P89 Treatment-refractory New World cutaneous leishmaniasis misdiagnosed as recurrent cellulitis in a UK traveller returning from the Amazon
Amina Khan, Vikram Mahadasa, Bakht KhanAbstract
Background
Cutaneous leishmaniasis (CL) is a neglected tropical disease with diverse clinical presentations, often mimicking common bacterial skin infections. In non-endemic countries, lack of clinical familiarity frequently leads to delayed diagnosis, inappropriate antimicrobial therapy and increased morbidity. New World cutaneous leishmaniasis caused by Leishmania (Viannia subgenus) carries an additional risk of lymphocutaneous dissemination and mucosal involvement, making early recognition and appropriate management essential.
Case presentation
A previously healthy man in his early 20s presented in the UK with progressive swelling of the left hand and fingers associated with a chronic ulcer on the dorsum of the left hand and nodular lesions extending up the left arm. Symptoms began 2 weeks after returning from a 5 week trip to the Amazon rainforest in Peru, with brief travel to Brazil, during which he sustained multiple insect bites. The lesion initially appeared as a small punctate wound and gradually evolved over several weeks into a deep ulcer with rolled edges, malodour, and serosanguinous discharge. Despite repeated presentations to primary care and multiple courses of antibiotics for presumed infected insect bite and recurrent cellulitis, there was progressive enlargement of the ulcer, reduced finger mobility, and development of painful nodules along the lymphatic drainage of the arm, consistent with sporotrichoid spread. Three months after symptom onset, he was referred to Plastic Surgery with concern for necrotizing infection, and a biopsy was obtained. He subsequently presented to Infectious Diseases due to diagnostic uncertainty.
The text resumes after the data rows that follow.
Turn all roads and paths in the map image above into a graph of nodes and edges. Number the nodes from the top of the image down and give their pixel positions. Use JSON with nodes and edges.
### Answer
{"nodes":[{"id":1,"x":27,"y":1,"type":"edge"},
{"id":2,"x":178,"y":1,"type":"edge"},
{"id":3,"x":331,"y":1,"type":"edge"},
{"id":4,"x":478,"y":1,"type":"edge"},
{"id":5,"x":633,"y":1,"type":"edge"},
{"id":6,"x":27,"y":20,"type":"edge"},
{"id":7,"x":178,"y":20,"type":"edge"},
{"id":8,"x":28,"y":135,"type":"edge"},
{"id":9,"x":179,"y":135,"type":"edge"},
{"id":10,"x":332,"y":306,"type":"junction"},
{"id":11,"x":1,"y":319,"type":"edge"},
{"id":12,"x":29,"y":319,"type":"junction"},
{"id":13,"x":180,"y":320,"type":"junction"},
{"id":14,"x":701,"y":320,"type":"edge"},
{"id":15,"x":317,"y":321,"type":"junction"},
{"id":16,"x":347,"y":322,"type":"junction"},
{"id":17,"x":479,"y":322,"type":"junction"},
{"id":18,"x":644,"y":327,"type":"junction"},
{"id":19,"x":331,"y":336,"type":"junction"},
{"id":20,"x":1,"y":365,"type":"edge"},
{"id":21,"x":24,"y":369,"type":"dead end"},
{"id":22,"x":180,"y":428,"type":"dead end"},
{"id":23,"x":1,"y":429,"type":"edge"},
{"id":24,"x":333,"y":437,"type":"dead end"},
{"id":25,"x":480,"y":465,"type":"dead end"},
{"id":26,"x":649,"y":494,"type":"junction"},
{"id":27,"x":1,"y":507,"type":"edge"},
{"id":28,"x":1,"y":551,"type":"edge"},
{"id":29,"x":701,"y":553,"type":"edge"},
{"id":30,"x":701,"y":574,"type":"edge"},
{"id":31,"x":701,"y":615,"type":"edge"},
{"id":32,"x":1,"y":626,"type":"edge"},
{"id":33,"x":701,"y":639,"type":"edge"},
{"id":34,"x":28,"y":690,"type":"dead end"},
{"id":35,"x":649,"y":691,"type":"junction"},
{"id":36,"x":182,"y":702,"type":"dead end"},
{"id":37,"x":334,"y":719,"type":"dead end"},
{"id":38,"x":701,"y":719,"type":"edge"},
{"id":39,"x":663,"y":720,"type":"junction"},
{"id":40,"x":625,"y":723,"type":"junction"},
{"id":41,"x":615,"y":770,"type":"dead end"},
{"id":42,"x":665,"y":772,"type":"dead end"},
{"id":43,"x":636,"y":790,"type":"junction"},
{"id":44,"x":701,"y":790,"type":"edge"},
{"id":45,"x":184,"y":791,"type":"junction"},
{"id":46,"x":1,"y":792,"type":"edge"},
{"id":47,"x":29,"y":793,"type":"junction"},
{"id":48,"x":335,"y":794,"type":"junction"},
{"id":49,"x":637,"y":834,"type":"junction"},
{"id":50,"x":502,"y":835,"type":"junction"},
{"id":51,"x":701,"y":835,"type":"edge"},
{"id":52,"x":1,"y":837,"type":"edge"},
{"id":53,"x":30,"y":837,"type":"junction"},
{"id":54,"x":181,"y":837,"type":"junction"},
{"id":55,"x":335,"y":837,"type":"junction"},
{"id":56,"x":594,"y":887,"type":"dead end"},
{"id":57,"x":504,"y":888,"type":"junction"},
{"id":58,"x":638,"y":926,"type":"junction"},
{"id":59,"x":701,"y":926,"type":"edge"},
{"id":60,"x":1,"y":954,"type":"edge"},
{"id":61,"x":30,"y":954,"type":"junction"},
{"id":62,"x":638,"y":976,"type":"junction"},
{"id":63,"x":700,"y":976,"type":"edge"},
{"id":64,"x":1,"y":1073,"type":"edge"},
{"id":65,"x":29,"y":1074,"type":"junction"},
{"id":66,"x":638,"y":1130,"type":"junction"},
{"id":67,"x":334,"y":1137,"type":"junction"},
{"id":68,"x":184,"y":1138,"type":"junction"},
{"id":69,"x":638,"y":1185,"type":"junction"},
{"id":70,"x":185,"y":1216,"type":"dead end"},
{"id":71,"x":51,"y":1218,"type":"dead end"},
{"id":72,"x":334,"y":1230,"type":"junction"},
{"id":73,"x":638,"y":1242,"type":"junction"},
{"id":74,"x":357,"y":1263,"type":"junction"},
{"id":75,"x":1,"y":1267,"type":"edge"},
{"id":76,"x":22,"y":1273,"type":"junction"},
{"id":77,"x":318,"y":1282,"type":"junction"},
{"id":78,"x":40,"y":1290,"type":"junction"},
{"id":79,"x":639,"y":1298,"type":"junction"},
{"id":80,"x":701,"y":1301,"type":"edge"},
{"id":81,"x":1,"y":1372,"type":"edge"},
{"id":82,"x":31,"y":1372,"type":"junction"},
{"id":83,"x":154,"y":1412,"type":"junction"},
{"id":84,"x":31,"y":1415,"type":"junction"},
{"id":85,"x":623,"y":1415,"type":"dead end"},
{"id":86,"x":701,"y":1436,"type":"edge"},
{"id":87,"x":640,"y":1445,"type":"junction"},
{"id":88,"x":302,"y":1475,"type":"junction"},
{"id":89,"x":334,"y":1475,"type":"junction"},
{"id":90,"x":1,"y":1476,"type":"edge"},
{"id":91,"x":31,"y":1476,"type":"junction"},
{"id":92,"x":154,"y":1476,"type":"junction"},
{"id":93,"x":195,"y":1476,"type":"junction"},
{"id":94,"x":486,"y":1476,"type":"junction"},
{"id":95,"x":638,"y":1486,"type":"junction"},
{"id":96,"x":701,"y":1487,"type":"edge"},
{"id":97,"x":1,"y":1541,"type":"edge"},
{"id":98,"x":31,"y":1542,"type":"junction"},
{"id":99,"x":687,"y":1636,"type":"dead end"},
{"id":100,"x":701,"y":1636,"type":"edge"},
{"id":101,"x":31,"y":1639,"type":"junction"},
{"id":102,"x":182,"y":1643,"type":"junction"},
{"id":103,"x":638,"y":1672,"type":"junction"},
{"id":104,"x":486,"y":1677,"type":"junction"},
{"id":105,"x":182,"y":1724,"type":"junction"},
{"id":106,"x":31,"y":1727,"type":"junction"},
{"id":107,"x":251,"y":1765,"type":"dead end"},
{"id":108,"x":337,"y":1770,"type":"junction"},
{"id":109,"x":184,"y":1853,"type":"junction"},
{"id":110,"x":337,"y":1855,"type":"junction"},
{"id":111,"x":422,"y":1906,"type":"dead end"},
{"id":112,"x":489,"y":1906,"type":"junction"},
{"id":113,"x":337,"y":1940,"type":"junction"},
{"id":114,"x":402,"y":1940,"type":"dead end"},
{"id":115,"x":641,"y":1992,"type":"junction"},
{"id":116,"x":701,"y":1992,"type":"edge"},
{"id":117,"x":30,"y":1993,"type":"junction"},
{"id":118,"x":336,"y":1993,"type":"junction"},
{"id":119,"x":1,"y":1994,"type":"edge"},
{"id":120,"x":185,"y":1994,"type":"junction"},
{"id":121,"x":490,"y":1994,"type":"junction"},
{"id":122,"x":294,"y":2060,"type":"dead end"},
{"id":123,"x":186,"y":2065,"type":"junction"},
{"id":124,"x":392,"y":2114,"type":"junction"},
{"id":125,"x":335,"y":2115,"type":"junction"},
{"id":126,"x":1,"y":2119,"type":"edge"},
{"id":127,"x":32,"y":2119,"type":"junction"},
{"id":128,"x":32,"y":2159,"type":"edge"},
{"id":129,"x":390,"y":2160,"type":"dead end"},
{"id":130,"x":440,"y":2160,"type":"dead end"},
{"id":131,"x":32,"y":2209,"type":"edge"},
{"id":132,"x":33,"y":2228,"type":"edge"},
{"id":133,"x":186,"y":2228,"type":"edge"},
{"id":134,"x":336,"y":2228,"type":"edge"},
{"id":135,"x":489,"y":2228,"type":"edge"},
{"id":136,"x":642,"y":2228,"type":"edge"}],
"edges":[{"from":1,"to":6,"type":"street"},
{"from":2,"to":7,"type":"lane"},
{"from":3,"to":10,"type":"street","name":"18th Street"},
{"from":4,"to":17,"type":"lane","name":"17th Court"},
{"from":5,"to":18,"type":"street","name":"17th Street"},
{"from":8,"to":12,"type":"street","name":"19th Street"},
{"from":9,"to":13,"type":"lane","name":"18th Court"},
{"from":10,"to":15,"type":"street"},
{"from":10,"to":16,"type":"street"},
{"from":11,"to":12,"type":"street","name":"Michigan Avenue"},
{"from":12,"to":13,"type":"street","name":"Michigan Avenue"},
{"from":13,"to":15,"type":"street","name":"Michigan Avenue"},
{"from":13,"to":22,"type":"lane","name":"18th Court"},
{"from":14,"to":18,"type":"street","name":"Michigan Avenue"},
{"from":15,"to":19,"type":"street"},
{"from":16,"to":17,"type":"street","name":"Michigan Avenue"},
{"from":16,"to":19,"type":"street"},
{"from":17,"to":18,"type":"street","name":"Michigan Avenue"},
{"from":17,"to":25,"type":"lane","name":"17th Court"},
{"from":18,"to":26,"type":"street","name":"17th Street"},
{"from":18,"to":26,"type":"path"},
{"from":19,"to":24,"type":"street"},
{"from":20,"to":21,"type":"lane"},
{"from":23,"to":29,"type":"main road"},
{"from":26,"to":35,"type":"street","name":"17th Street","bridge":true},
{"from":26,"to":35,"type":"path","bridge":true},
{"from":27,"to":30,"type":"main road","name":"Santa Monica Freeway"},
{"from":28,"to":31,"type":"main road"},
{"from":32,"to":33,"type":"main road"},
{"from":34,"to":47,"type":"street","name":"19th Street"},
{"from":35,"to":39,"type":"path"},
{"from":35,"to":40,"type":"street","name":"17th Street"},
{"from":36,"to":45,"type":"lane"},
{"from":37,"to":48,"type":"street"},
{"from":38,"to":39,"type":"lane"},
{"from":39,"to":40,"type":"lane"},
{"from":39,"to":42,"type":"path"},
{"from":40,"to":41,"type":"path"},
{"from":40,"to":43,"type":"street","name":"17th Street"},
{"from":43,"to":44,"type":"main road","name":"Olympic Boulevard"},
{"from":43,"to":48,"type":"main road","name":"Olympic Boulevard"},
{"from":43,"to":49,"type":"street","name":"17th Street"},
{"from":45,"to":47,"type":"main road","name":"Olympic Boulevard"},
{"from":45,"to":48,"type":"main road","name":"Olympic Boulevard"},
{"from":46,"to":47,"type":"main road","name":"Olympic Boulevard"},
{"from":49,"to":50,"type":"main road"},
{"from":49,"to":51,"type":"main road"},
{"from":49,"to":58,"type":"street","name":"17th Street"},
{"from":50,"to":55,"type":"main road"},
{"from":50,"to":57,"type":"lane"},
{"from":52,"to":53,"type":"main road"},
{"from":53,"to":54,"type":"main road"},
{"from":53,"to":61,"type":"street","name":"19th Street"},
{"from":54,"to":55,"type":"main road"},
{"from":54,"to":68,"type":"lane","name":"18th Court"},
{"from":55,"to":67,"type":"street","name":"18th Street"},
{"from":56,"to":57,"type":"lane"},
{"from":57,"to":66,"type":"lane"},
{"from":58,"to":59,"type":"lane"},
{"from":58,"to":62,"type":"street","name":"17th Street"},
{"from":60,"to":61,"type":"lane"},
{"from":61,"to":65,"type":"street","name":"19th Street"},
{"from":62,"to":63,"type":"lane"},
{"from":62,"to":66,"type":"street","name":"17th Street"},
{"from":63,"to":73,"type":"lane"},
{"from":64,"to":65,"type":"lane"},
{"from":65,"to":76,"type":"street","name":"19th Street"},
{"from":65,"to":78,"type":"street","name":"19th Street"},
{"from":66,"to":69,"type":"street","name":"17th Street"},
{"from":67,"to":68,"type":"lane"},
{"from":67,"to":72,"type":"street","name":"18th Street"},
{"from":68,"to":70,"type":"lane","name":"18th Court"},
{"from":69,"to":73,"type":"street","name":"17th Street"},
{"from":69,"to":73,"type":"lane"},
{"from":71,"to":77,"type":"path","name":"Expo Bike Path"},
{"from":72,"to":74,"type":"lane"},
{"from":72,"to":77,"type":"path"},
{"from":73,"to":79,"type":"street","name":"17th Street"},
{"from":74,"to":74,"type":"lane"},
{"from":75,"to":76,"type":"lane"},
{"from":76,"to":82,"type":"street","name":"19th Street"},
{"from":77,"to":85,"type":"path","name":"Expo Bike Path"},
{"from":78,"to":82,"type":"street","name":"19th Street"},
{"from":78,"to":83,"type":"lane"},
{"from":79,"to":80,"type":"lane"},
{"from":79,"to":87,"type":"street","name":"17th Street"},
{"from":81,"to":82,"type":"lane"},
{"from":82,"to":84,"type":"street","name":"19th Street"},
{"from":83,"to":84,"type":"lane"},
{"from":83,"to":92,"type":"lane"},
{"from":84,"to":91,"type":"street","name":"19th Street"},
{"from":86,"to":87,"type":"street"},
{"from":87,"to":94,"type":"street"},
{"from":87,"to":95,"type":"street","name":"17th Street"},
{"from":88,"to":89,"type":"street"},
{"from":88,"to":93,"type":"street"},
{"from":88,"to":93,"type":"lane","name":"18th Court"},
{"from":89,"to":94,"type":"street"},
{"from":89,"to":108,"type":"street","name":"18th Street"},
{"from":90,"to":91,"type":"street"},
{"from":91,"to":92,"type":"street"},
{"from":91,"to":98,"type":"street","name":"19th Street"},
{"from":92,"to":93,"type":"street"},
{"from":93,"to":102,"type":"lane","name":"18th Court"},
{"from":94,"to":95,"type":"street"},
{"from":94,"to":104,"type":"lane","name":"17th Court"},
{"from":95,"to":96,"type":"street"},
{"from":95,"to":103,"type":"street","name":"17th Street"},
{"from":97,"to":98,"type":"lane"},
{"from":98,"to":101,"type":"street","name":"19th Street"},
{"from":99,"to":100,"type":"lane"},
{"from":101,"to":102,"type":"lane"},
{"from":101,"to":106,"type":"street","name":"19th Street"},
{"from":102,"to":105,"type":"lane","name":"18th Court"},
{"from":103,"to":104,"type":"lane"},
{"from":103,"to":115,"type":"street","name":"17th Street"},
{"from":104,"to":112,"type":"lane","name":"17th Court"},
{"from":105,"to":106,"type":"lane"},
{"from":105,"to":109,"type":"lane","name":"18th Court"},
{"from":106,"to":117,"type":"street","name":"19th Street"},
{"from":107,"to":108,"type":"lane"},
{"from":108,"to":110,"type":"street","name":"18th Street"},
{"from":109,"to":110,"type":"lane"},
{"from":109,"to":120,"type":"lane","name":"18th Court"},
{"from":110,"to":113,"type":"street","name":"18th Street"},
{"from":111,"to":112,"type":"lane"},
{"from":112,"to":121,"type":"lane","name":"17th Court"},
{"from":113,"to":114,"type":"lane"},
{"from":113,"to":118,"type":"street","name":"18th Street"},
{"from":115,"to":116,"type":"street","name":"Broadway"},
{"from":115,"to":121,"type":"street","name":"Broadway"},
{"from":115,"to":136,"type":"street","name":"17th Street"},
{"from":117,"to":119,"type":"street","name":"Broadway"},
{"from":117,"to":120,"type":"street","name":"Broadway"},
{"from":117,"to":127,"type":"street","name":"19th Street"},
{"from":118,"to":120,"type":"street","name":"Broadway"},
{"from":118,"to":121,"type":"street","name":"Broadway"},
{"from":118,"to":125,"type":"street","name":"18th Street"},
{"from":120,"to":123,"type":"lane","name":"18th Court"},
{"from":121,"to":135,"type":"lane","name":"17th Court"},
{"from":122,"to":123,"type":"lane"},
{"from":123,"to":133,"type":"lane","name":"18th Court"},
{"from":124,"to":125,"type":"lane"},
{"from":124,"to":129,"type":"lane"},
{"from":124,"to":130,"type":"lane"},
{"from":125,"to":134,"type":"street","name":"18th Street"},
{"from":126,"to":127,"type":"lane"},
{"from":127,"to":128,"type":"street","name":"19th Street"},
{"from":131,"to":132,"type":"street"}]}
Examination revealed a 4 cm heavily exudative ulcer on the dorsum of the left hand with ipsilateral axillary and biceps lymphadenopathy. Microscopy of the biopsy demonstrated intracellular amastigotes, and PCR confirmed Leishmania (Viannia) subgenus. Serological testing for HIV, viral hepatitis, syphilis, and strongyloidiasis was negative. Flexible nasal endoscopy showed no evidence of mucosal involvement.
Management and outcome
The patient was commenced on IV liposomal amphotericin B. However, treatment was complicated by stage 3 acute kidney injury after three doses, necessitating hospitalization, treatment interruption, and subsequent dose spacing under multidisciplinary guidance. Although partial wound improvement was observed, disease progression occurred with the development of new nodular lesions, and repeat biopsy remained PCR-positive, indicating treatment failure. The case was reviewed at a National Leishmaniasis Multidisciplinary Meeting, where re-treatment with IV meglumine antimoniate was recommended due to the Viannia subgenus and lymphocutaneous dissemination. He completed a 21 day course of meglumine antimoniate via a PICC line with close biochemical and ECG monitoring, which was well tolerated. Marked clinical improvement followed, with epithelization and healing of the primary ulcer and resolution of satellite lesions. No mucosal disease or recurrence was observed on follow-up.
Conclusions
This case highlights the role of cutaneous leishmaniasis as a ‘great imitator’, particularly in non-endemic settings where chronic skin lesions are frequently attributed to bacterial infection alone. Failure to improve despite multiple antibiotic courses, gradual lesion evolution, and sporotrichoid lymphocutaneous spread should prompt consideration of CL and early biopsy. Species identification is critical, as therapeutic response and risk of complications vary by subgenus. Treatment is often challenging due to drug toxicity, emerging resistance, and the need for prolonged parenteral therapy, reinforcing the importance of multidisciplinary input. With increasing global travel, climate change, and expanding vector habitats, heightened clinical awareness is essential to prevent diagnostic delay, irreversible scarring, and long-term physical and psychological morbidity.